MATERIALS PROVIDED |
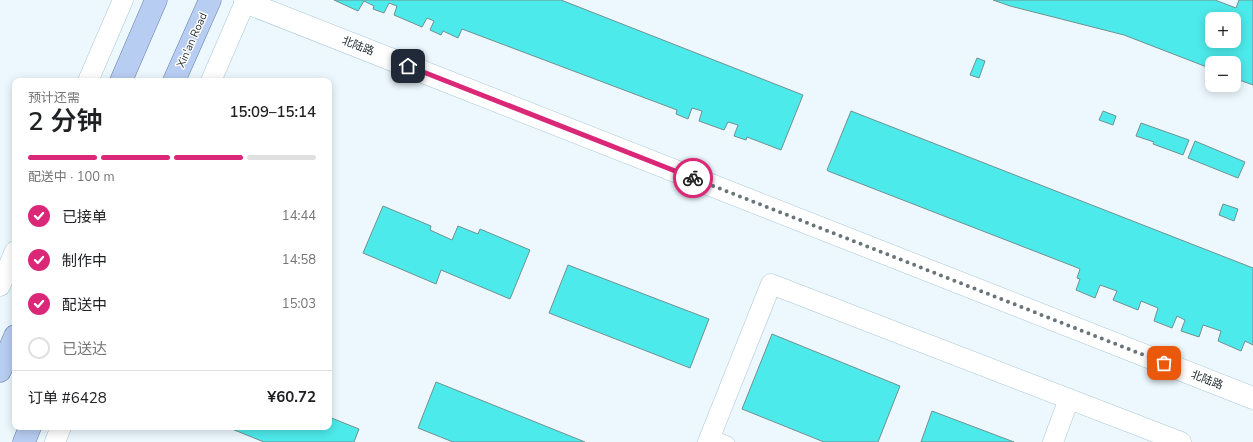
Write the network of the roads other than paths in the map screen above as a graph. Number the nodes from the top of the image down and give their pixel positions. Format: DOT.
graph roads {
  1 [pos="122,0"];
  2 [pos="156,0"];
  3 [pos="210,0"];
  4 [pos="245,1"];
  5 [pos="89,78"];
  6 [pos="122,78"];
  7 [pos="175,78"];
  8 [pos="212,78"];
  9 [pos="12,258"];
  10 [pos="0,286"];
  11 [pos="12,343"];
  12 [pos="0,372"];
  13 [pos="1253,398"];
  14 [pos="1069,399"];
  15 [pos="29,430"];
  16 [pos="60,430"];
  17 [pos="716,440"];
  18 [pos="24,442"];
  19 [pos="55,442"];
  20 [pos="1053,442"];
  21 [pos="1181,442"];
  1 -- 5 [label="street"];
  2 -- 6 [label="main road"];
  3 -- 7 [label="main road, Xin'an Road"];
  4 -- 8 [label="street"];
  4 -- 13 [label="street, 北陆路"];
  9 -- 10 [label="street"];
  11 -- 12 [label="main road"];
  14 -- 17 [label="street"];
  14 -- 20 [label="street"];
  14 -- 21 [label="street"];
  15 -- 18 [label="main road"];
  16 -- 19 [label="street"];
}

TO DO |
The result should be a verbatim copy of the data, free of pictures.

YOUR SOLUTION |
Write the network of the roads other than paths in the map screen above as a graph. Number the nodes from the top of the image down and give their pixel positions. Format: DOT.
graph roads {
  1 [pos="122,0"];
  2 [pos="156,0"];
  3 [pos="210,0"];
  4 [pos="245,1"];
  5 [pos="89,78"];
  6 [pos="122,78"];
  7 [pos="175,78"];
  8 [pos="212,78"];
  9 [pos="12,258"];
  10 [pos="0,286"];
  11 [pos="12,343"];
  12 [pos="0,372"];
  13 [pos="1253,398"];
  14 [pos="1069,399"];
  15 [pos="29,430"];
  16 [pos="60,430"];
  17 [pos="716,440"];
  18 [pos="24,442"];
  19 [pos="55,442"];
  20 [pos="1053,442"];
  21 [pos="1181,442"];
  1 -- 5 [label="street"];
  2 -- 6 [label="main road"];
  3 -- 7 [label="main road, Xin'an Road"];
  4 -- 8 [label="street"];
  4 -- 13 [label="street, 北陆路"];
  9 -- 10 [label="street"];
  11 -- 12 [label="main road"];
  14 -- 17 [label="street"];
  14 -- 20 [label="street"];
  14 -- 21 [label="street"];
  15 -- 18 [label="main road"];
  16 -- 19 [label="street"];
}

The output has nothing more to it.